I smile slightly. “She didn’t phrase it like that. It was an honor.” My lips thin. “My father never saw it that way. He saw his position as a status symbol. He always wanted more—more recognition, more money, more things.”

“The international expansion would have given him all of that,” Diana murmurs.

“Even though he and I didn’t see eye-to-eye, I was initially intrigued by expanding to other countries. It wasn’t until we were almost too deep that I realized what that expansion would cost us here at home.

“There are things I could have done better with Xenakis,” I admit. “I want this deal. It’s good for AuraGeothermal. Good for our economy, and for expanding green energy to other countries. But I will torpedo it in an instant if I think there’s any risk to my employees.”

Silence reigns in the car. I look over, then blink in surprise. Diana is watching me, eyes luminous with an emotion I can’t decipher. An emotion that disappears so quickly I wonder if I imagined it.

“Xenakis didn’t give you much reason to trust today.”

Her validation matters more than it should.

“If the deal fails, will it affect your employment?”

“No. I haven’t failed to mediate a deal yet. But I see my job like a marriage counselor.”

I grimace. “I would prefer not to think of Xenakis in a wedding dress.”

“I was thinking of you as the blushing bride.” She chuckles when I frown at her. “Most of the time, a solution can be found. I think that’s true for this, too, but I don’t know for sure. Not after this morning. Sometimes the best thing for everyone is to walk away.”

My shoulders tense. She’d said something similar after the tour of the geothermal plant when she tried to defuse our argument. I’d responded cruelly. Thought her ability to walk away proved her a fickle woman with no true loyalties.

Except now, with my hands on the wheel, I can feel the raised, ridged skin beneath my fingertips. Connect the sorrow on her face with what I suspect was her mother’s abandonment. Did her mother leave those scars? A foster parent?

We both fall silent, absorbed in our own thoughts.

Ten minutes later, she’s fallen asleep. The gray wintry light sneaking through the clouds magnifies the dark half-moon circles beneath her eyes.

Malla told me the security log showed Diana didn’t leave until well after midnight last night, reviewing and tweaking the proposal long after everyone else had gone.

Who is this woman who is fighting for my company? A woman who nearly admitted last night that she may have said yes to Liam’s proposal, but she was never in love with him.

For the first time, I contemplate another possibility. Could there be something else? An ulterior motive I’m missing?

I shove that thought away. I’m reaching, trying to make sense, when the truth is right in front of me. It has been all along.
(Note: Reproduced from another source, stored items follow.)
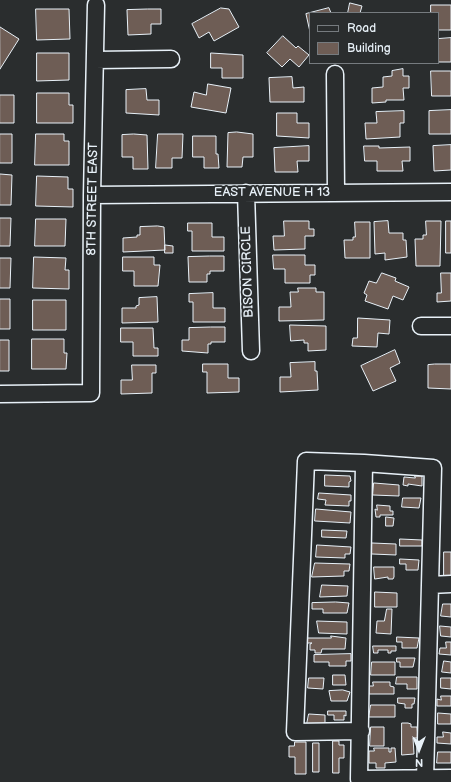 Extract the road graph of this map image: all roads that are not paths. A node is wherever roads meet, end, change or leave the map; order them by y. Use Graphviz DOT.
graph roads {
  1 [pos="96,5"];
  2 [pos="171,59"];
  3 [pos="95,60"];
  4 [pos="335,74"];
  5 [pos="336,192"];
  6 [pos="451,192"];
  7 [pos="246,193"];
  8 [pos="92,195"];
  9 [pos="421,326"];
  10 [pos="451,326"];
  11 [pos="251,351"];
  12 [pos="0,394"];
  13 [pos="364,464"];
  14 [pos="451,584"];
  15 [pos="430,585"];
  16 [pos="360,731"];
  17 [pos="425,778"];
  18 [pos="451,778"];
  1 -- 3 [label="street, 8TH STREET EAST"];
  2 -- 3 [label="street"];
  3 -- 8 [label="street, 8TH STREET EAST"];
  4 -- 5 [label="street"];
  5 -- 6 [label="street, EAST AVENUE H 13"];
  5 -- 7 [label="street, EAST AVENUE H 13"];
  7 -- 8 [label="street, EAST AVENUE H 13"];
  7 -- 11 [label="street, BISON CIRCLE"];
  8 -- 12 [label="street, 8TH STREET EAST"];
  9 -- 10 [label="street"];
  13 -- 15 [label="street"];
  13 -- 16 [label="street"];
  13 -- 16 [label="street"];
  14 -- 15 [label="street"];
  15 -- 17 [label="street"];
  16 -- 17 [label="street"];
  17 -- 18 [label="street"];
}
Things may have happened exactly as Diana said and she and Liam had had no romantic entanglements before our night together.

But it doesn’t change the fact that what happened between us derailed my reunion with the only blood family I have left.

One more look at her sleeping face, lips slightly parted, lashes dark against her skin. One more indulgence of memory, of the way her eyes glowed when she saw me in the museum, how her lips curved into that unabashed smile that snapped something into place I haven’t been able to get rid of.

One more look. And then I focus on the road in front of me.